CAMILLO: And we'll see what effect, you know, having the closed primary has on the outcome. But, you know, the Florida results, because it's similar to California being a closed primary, it's probably very encouraging for the McCain side here in California.

SIEGEL: Well, Mark DiCamillo of the Field Poll - that actually isn't the formal name of the highly-respected Field Poll in Calfornia.

CAMILLO: California - founded by Mervin Field, and I think he deserves most of that credit.

SIEGEL: Mark, you're the director of the Field Poll in California. Thanks, Mark, for talking with us...

CAMILLO: Thank you.

SIEGEL: ...today. And the news, of course, here is that in the Florida Republican primary, at which there are 57 delegates at stake, John McCain, the Arizona senator, is the winner, and Mitt Romney is running second. They're still counting the votes, and they will be for another - at least another hour or more. But the gap seems to be more than 50,000 votes. Our editor, Ron Elving, is with me. And, Ron, this - should one now say in this very subjective business of reporting on primary campaigns John McCain is now clearly the Republican frontrunner for the nomination?

ELVING: I think you have to say that at this point, Robert. He has the monkey of South Carolina off his back from 2000. He has the sense that he cannot win among Republicans only off his back. This was an event where only Republicans could vote. And while it is a narrow victory, it is a victory over a field that had already been winnowed to people who, it seemed, had McCain hemmed in on several sides. For him to emerge from this is really his most impressive showing as a politician to date.

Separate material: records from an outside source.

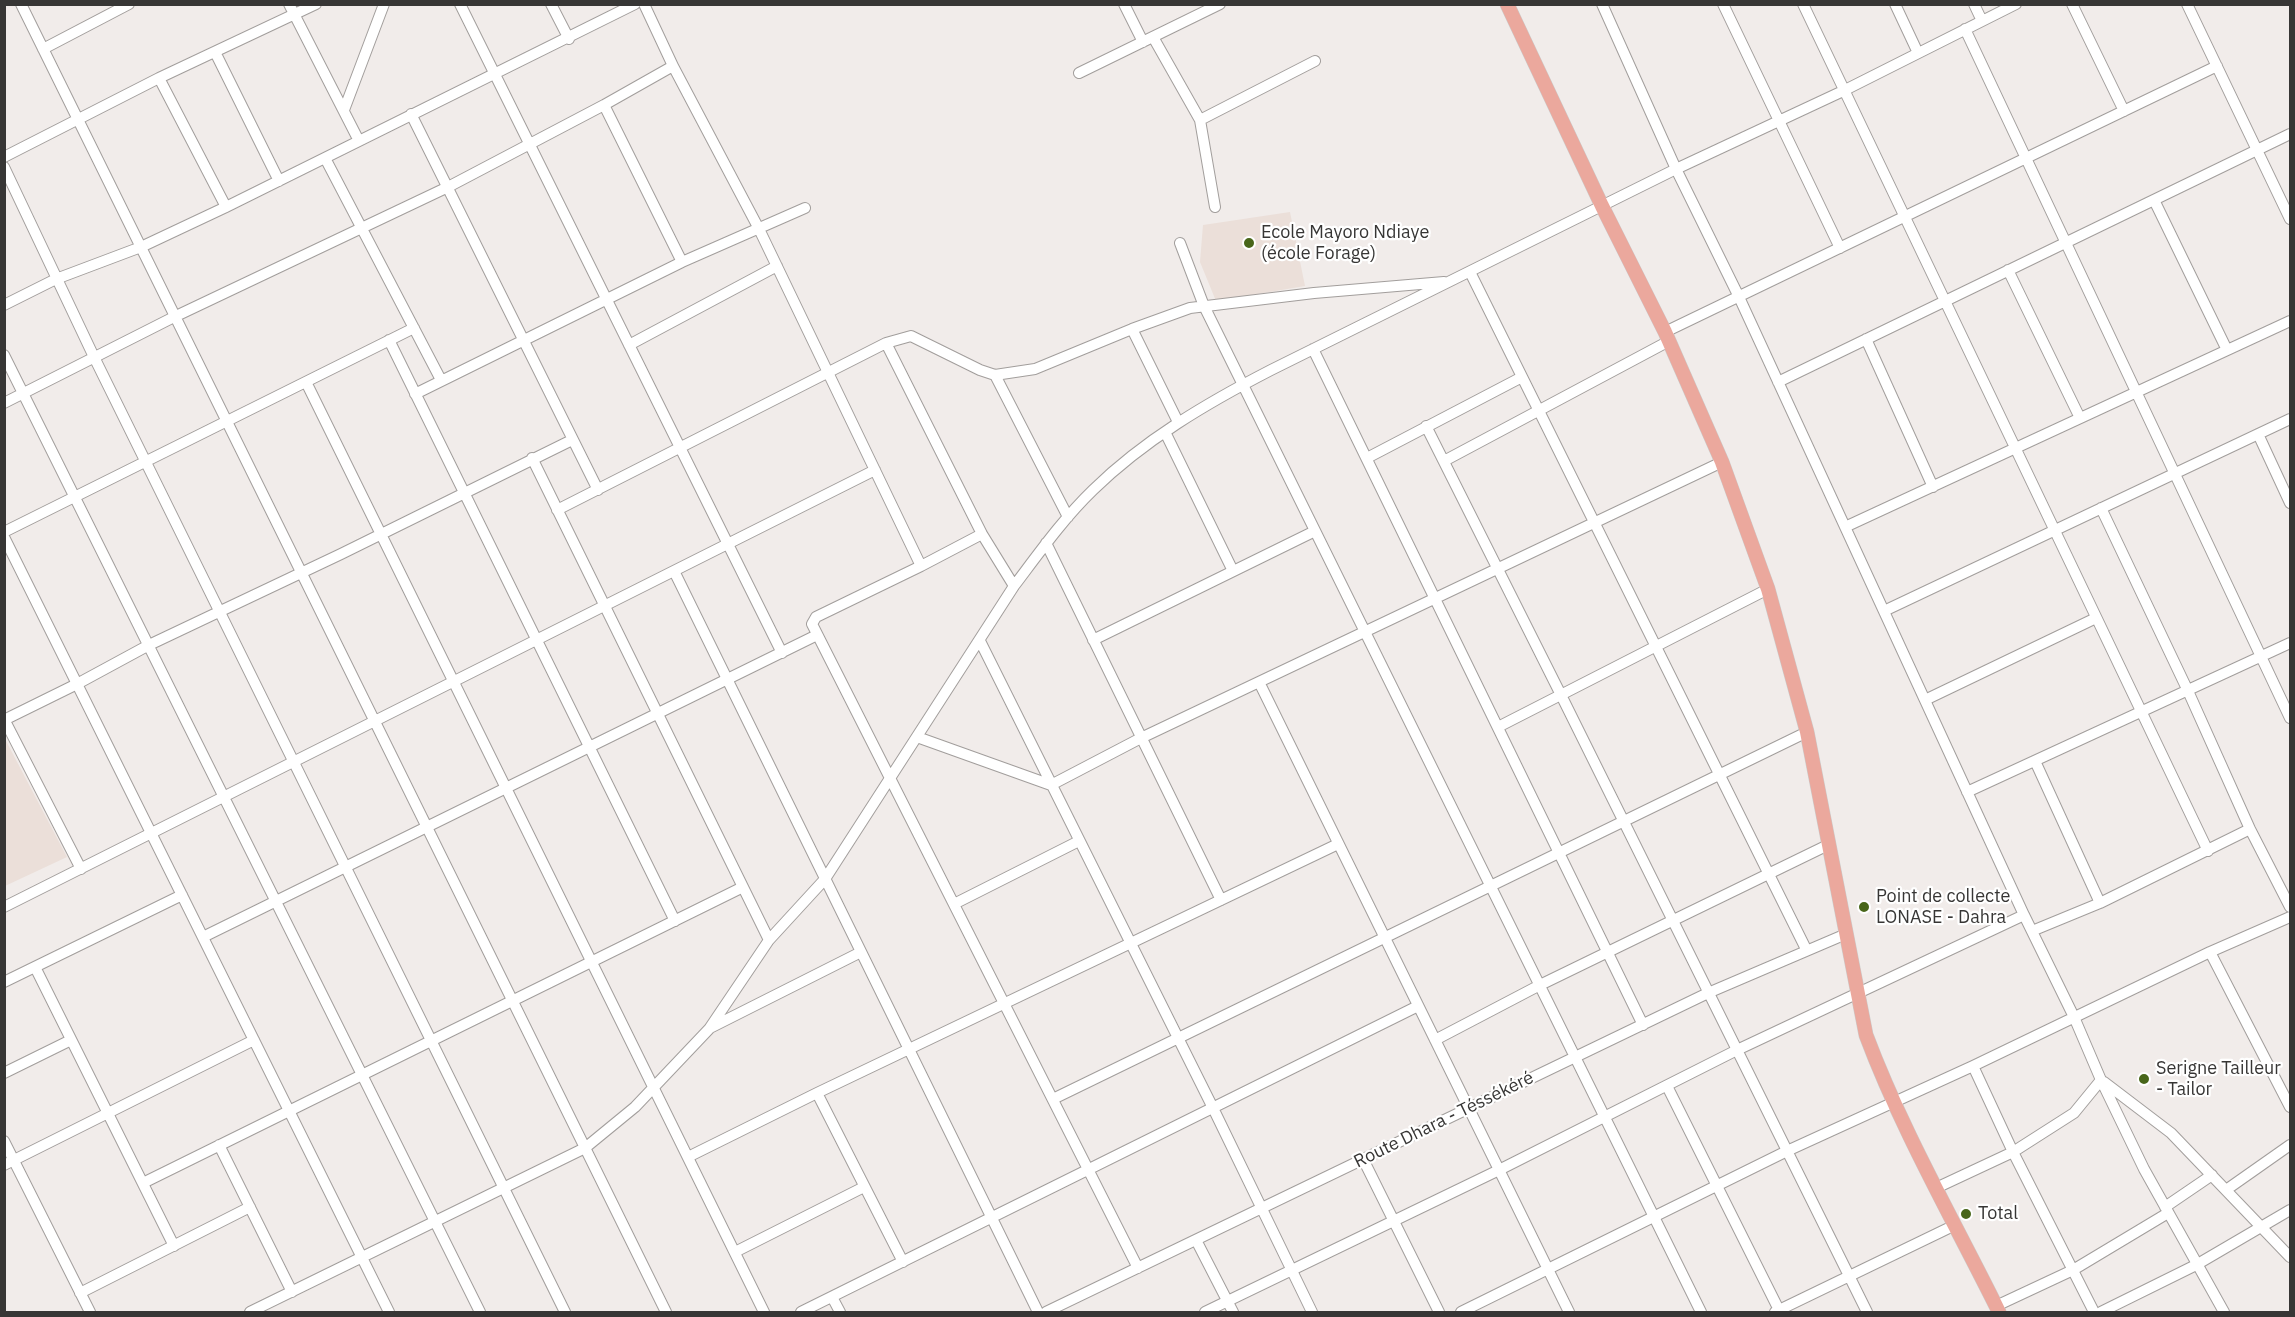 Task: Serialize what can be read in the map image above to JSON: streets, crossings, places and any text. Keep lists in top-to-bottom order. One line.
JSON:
{"streets":{"street":["Route Dhara - Téssékéré"]},"places":["Ecole Mayoro Ndiaye (école Forage)","Point de collecte LONASE - Dahra","Serigne Tailleur - Tailor","Total"]} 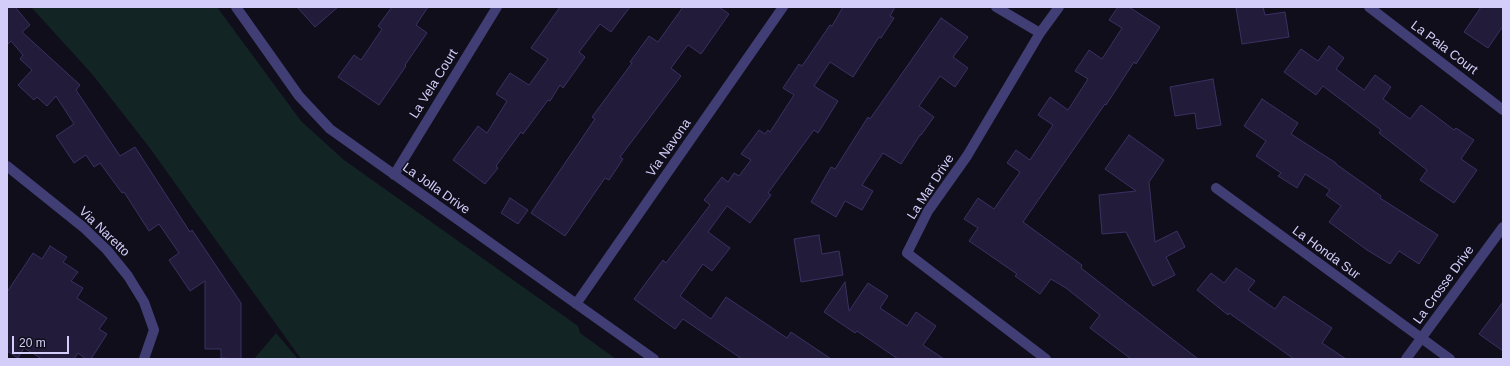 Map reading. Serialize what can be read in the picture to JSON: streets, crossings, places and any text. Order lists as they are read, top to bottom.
{
  "streets": {
    "street": [
      "La Pala Court",
      "La Vela Court",
      "Via Navona",
      "La Mar Drive",
      "La Jolla Drive",
      "Via Naretto",
      "La Honda Sur",
      "La Crosse Drive"
    ]
  },
  "crossings": [
    ["La Vela Court", "La Jolla Drive"],
    ["Via Navona", "La Jolla Drive"],
    ["La Honda Sur", "La Crosse Drive"]
  ],
  "scale_bar": "20 m"
} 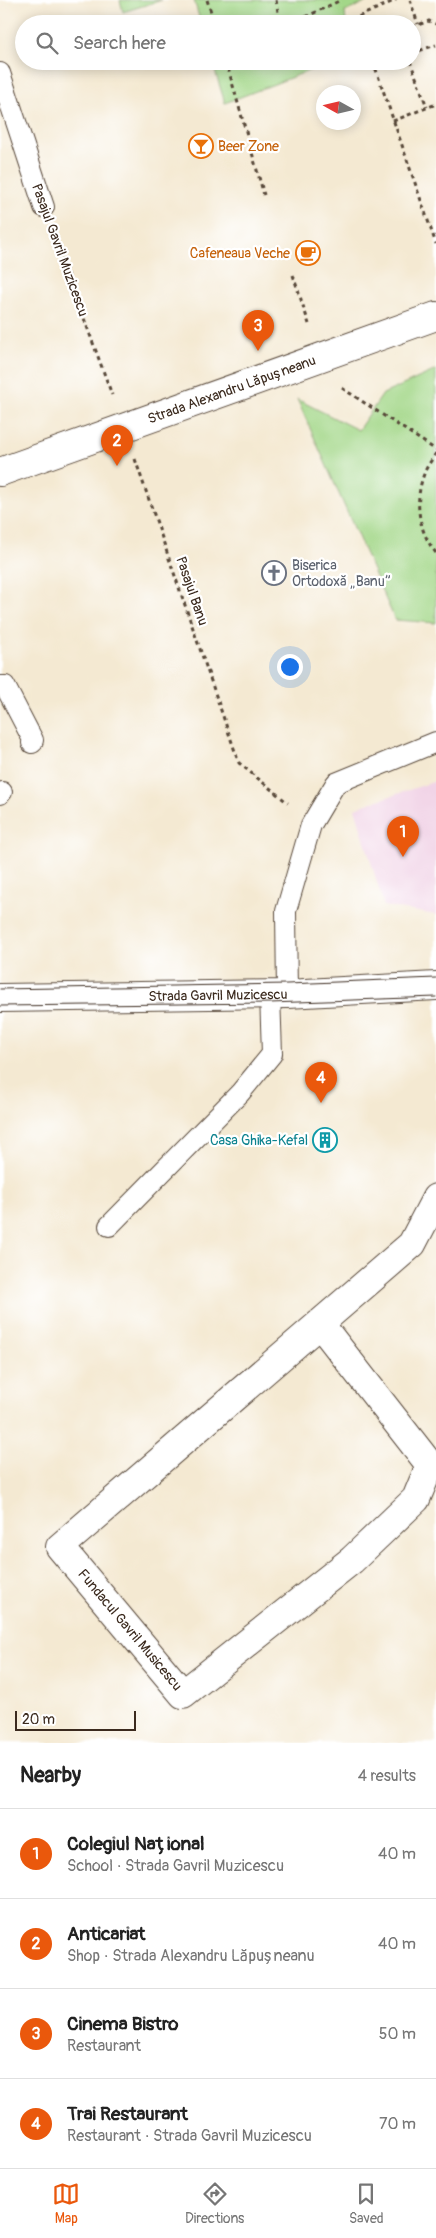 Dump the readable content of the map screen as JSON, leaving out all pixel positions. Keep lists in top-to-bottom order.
{
  "streets": {
    "street": ["Strada Alexandru Lăpușneanu", "Strada Gavril Muzicescu", "Fundacul Gavril Musicescu"],
    "lane": ["Pasajul Gavril Muzicescu"],
    "path": ["Pasajul Banu"]
  },
  "crossings": [
    ["Pasajul Gavril Muzicescu", "Strada Alexandru Lăpușneanu"],
    ["Pasajul Gavril Muzicescu", "Pasajul Banu"],
    ["Strada Alexandru Lăpușneanu", "Pasajul Banu"]
  ],
  "places": {
    "bar": ["Beer Zone"],
    "cafe": ["Cafeneaua Veche"],
    "church": ["Biserica Ortodoxă „Banu”"],
    "building": ["Casa Ghika-Kefal"]
  },
  "scale_bar": "20 m",
  "north": "left",
  "page": {
    "search": "Search here",
    "pins": [
      "3",
      "2",
      "1",
      "4"
    ],
    "scale": "20 m",
    "heading": ["Nearby", "4 results"],
    "list": [
      {
        "mark": "1",
        "name": "Colegiul Național",
        "note": "School · Strada Gavril Muzicescu",
        "value": "40 m"
      },
      {
        "mark": "2",
        "name": "Anticariat",
        "note": "Shop · Strada Alexandru Lăpușneanu",
        "value": "40 m"
      },
      {
        "mark": "3",
        "name": "Cinema Bistro",
        "note": "Restaurant",
        "value": "50 m"
      },
      {
        "mark": "4",
        "name": "Trai Restaurant",
        "note": "Restaurant · Strada Gavril Muzicescu",
        "value": "70 m"
      }
    ],
    "nav": ["Map", "Directions", "Saved"]
  }
} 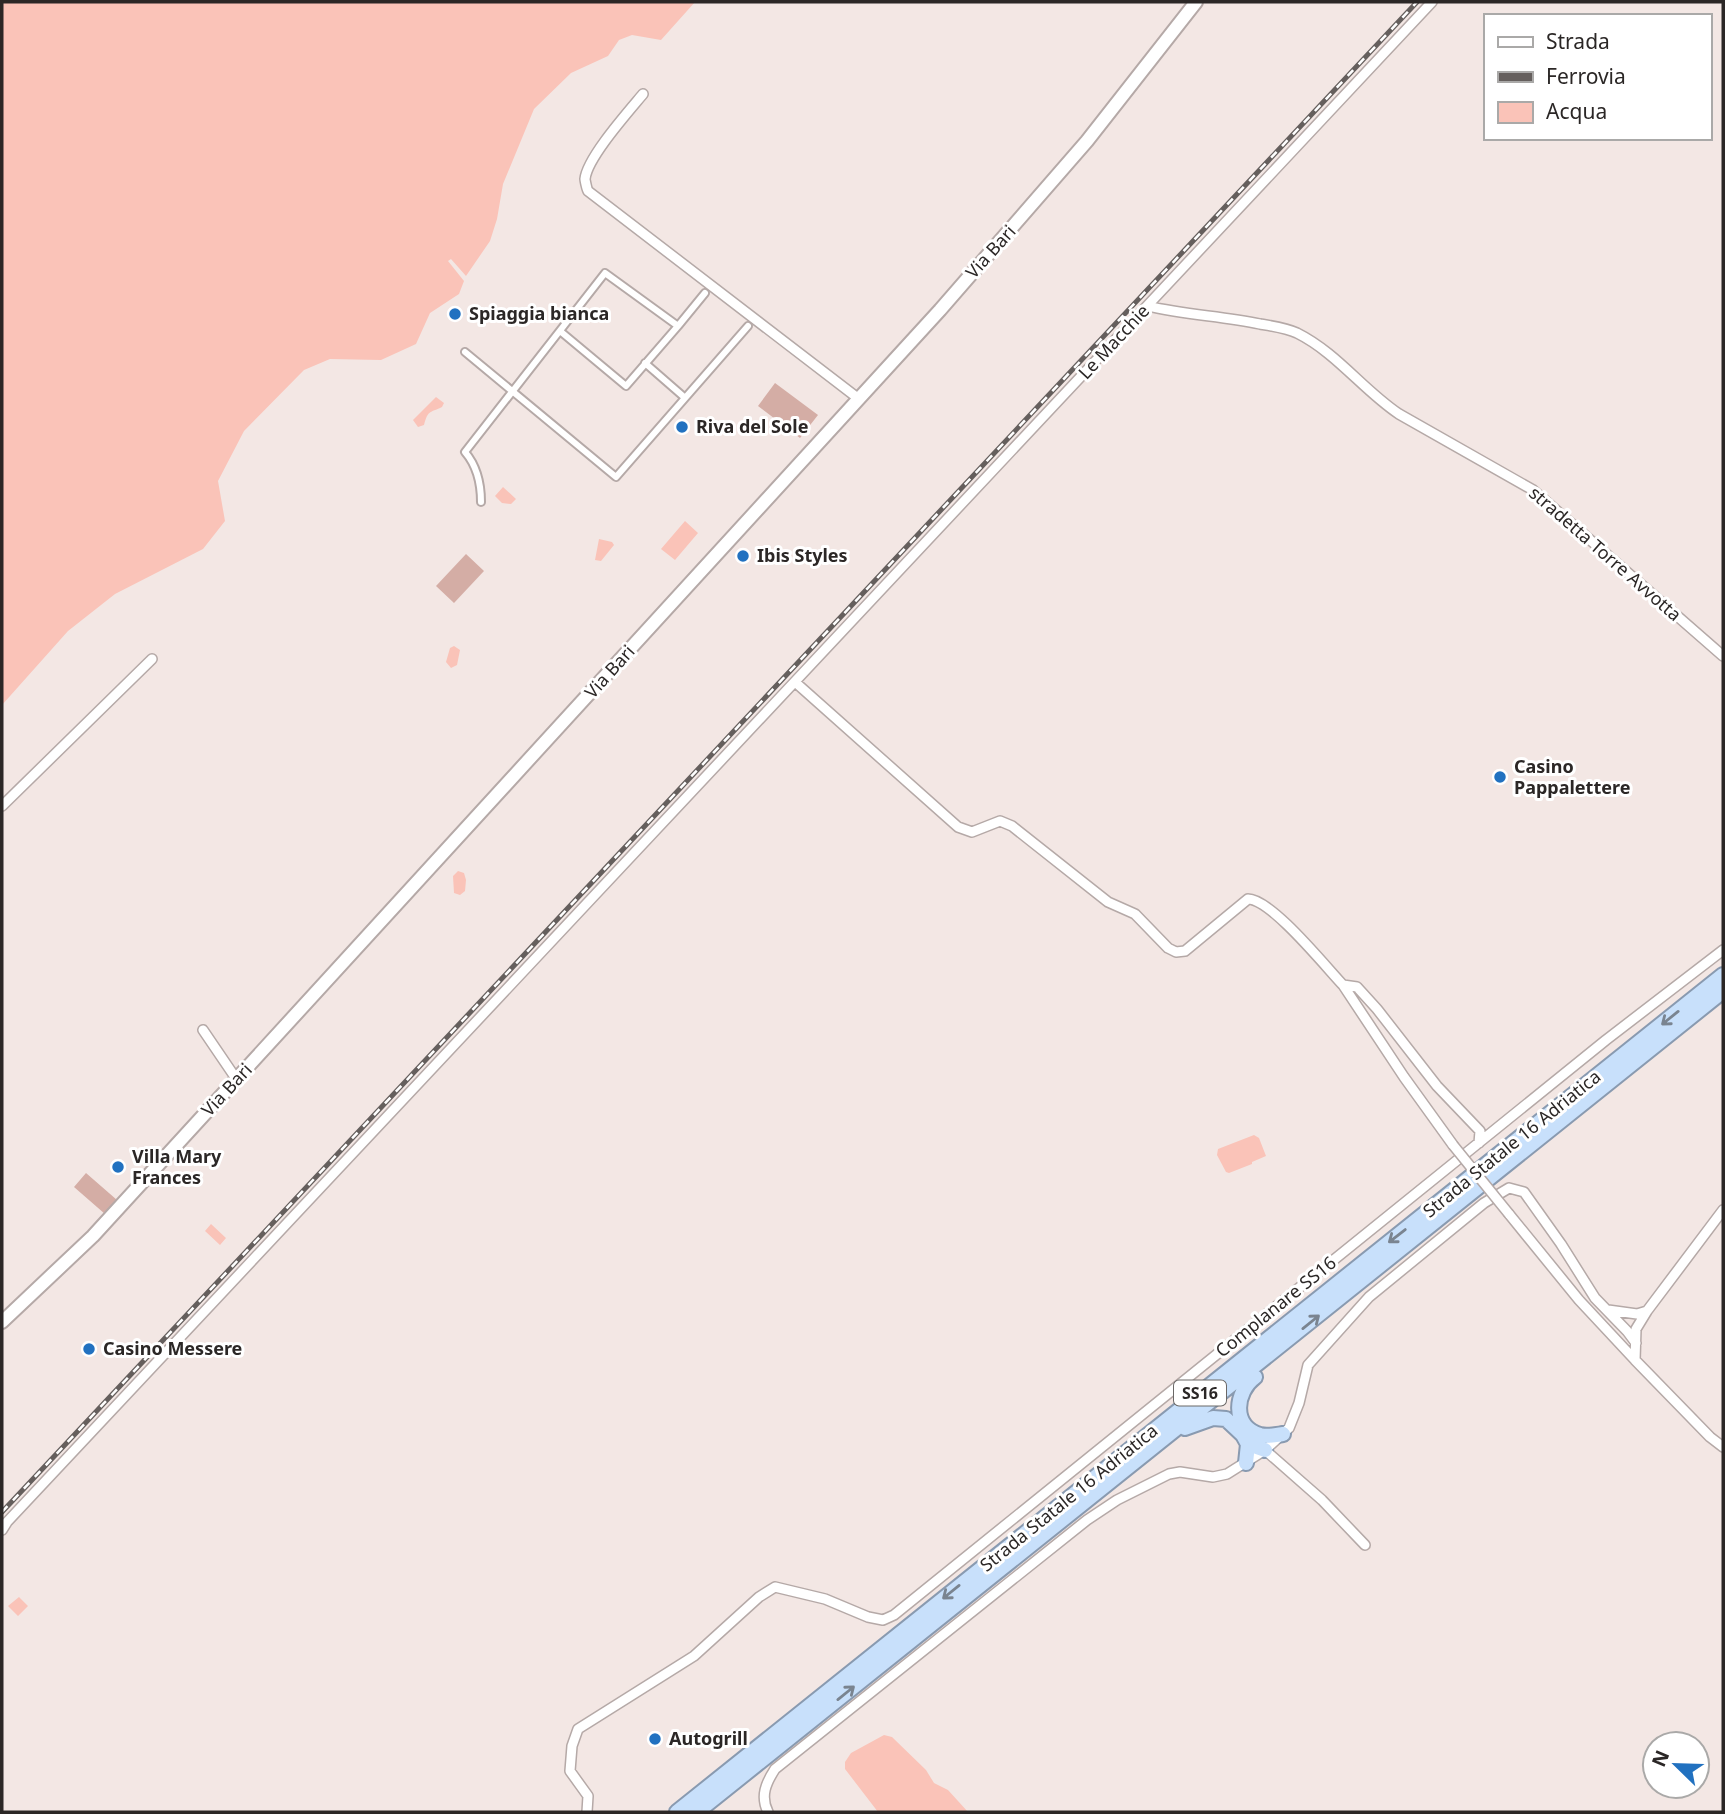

SIEGEL: His people have remarked that he spends more time fundraising nowadays because there's actually - he can raise funds now, which wasn't the case a while ago. I would assume a couple of big wins - the one in South Carolina, and this bigger win, I suppose, in Florida - makes it much easier for McCain to raise money.

ELVING: In addition to that, there is going to be a series of endorsements. Perhaps Rudy Giuliani, tomorrow, as some people are now reporting, will pull out of the race himself and endorse John McCain. I believe there will be a series of endorsements for John McCain from other figures in the Republican Party. There will be people who are in the establishment, people who are outside, what is sometimes thought of as the Republican establishment - all of them suddenly jumping on the McCain bandwagon.

SIEGEL: And again, to repeat, in the Democratic primary, at which - in which no delegates will be awarded, Hillary Clinton winning with ease, and in fact, winning more votes than anybody else in Florida today. In the Republican primary, which was a field contested by all the major candidates, the winner is John McCain.